DK-Banjarmasin: Puluhan sekolah negeri terdampak banjir yang melanda sejumlah wilayah Kalimantan Selatan (Kalsel). Saat ini, Dinas Pendidikan dan Kebudayaan Kalimantan Selatan masih melakukan identifikasi menyeluruh, termasuk pendataan sekolah swasta yang ikut terdampak.
Kepala Disdikbud Kalsel, Galuh Tantri Narindra, mengatakan pendataan sementara mencatat sekitar 20 sekolah negeri terdampak, mulai dari jenjang SMA, SMK, hingga Sekolah Luar Biasa (SLB).

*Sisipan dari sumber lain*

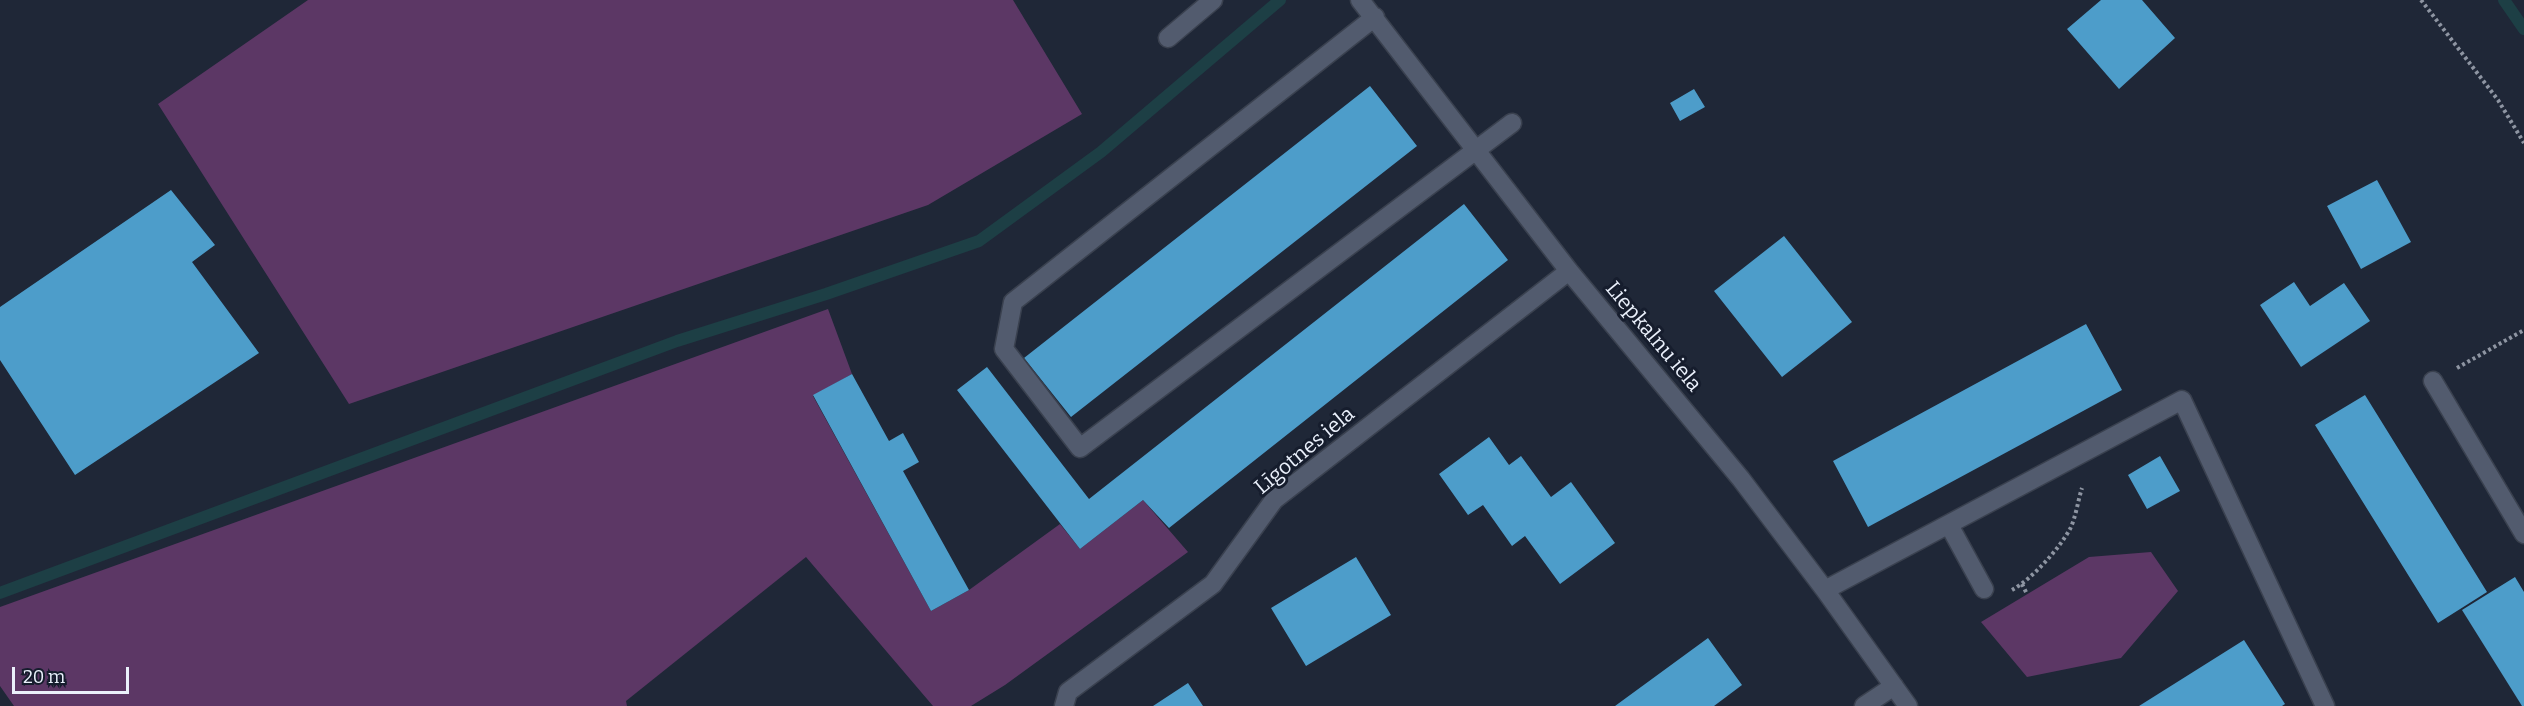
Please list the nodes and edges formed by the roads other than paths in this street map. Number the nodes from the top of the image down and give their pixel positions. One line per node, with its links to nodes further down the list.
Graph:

“Kami melakukan identifikasi terhadap sekolah SMA, SMK, dan SLB se-Kalimantan Selatan yang terdampak banjir. Kurang lebih ada 20 sekolah negeri, namun untuk sekolah swasta masih kami himpun datanya,” ujar Tantri di Banjarbaru, Jumat (9/1/2026).
Menurut Tantri, banjir berdampak signifikan terhadap proses belajar mengajar. Salah satu contoh terjadi di SMAN 3 Martapura, di mana akses masuk sekolah terendam banjir setinggi sekitar 60–70 sentimeter.
“Kondisi banjir tentu mempengaruhi proses belajar mengajar. Namun kami sudah melakukan rekayasa pengamanan, sehingga meja dan kursi berhasil diamankan dan tidak mengalami kerusakan,” katanya.
Untuk meminimalkan dampak, Disdikbud Kalsel telah melakukan pengamanan sarana dan prasarana sekolah di lokasi terdampak. Ia menegaskan perbaikan sekolah-sekolah yang terdampak banjir akan menjadi prioritas pada tahun anggaran 2026.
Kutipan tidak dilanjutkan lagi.